■ WHAT THIS TASK INVOLVES
For the entries below, print exactly the lines between the line holding "ring mcp: (549, 43)" and the line holding "ring mcp: (732, 237)", inclusive, and nothing else.

■ MATERIALS PROVIDED

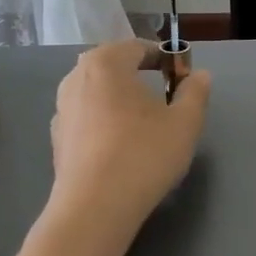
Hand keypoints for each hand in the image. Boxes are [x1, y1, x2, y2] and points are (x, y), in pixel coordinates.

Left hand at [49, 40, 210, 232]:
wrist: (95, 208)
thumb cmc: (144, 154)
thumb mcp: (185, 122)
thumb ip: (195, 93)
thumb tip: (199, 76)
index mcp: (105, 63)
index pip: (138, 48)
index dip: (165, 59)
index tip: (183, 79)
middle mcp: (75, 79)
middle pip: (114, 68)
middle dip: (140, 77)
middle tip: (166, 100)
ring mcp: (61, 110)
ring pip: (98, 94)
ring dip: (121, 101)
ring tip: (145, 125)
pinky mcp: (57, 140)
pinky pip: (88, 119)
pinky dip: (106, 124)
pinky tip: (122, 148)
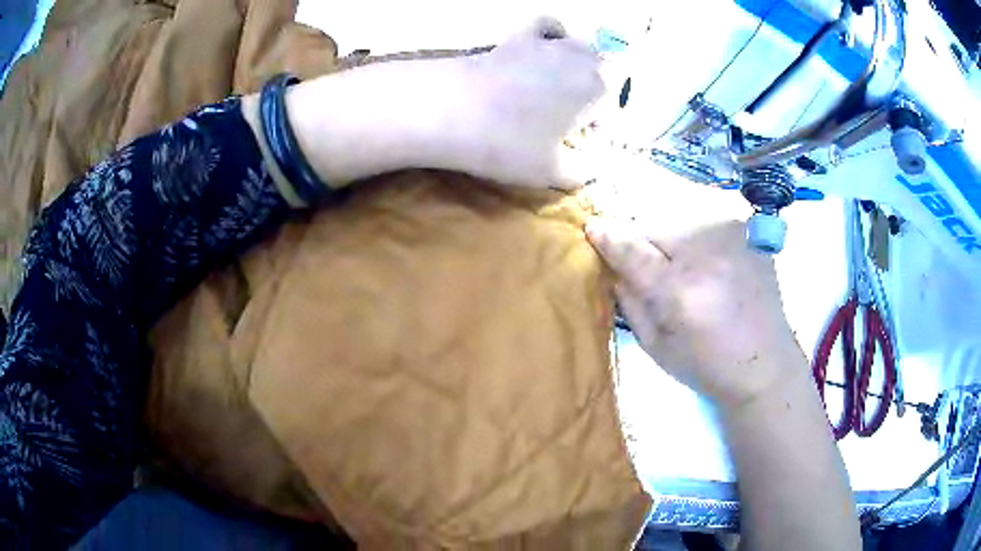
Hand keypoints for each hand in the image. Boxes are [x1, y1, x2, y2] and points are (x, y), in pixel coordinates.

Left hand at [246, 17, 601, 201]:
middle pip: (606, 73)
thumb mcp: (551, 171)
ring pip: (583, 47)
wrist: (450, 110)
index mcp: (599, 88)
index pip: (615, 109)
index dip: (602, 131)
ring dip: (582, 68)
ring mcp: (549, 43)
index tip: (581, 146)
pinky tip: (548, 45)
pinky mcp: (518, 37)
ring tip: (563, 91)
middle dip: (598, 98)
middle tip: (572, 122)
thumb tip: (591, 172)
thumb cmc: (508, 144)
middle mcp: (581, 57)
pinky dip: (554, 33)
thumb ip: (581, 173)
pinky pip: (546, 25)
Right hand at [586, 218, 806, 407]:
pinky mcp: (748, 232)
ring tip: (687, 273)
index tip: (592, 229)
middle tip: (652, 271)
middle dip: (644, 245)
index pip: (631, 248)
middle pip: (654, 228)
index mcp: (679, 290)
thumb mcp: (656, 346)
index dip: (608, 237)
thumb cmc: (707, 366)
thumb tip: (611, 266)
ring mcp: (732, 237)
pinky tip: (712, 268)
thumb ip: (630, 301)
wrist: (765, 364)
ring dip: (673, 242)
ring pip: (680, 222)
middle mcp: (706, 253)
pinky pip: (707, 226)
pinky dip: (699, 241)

■ REPLY
ring mcp: (549, 43)
index tip: (581, 146)
pinky tip: (548, 45)
pinky mcp: (518, 37)
ring tip: (563, 91)
middle dip: (598, 98)
middle tip: (572, 122)
thumb tip: (591, 172)
thumb cmc: (508, 144)
middle mcp: (581, 57)
pinky dip: (554, 33)
thumb ip: (581, 173)
pinky pip: (546, 25)
Right hand at [586, 218, 806, 407]:
pinky mcp: (748, 232)
ring tip: (687, 273)
index tip: (592, 229)
middle tip: (652, 271)
middle dip: (644, 245)
index pip: (631, 248)
middle pip: (654, 228)
index mcp: (679, 290)
thumb mcp: (656, 346)
index dip: (608, 237)
thumb cmc: (707, 366)
thumb tip: (611, 266)
ring mcp: (732, 237)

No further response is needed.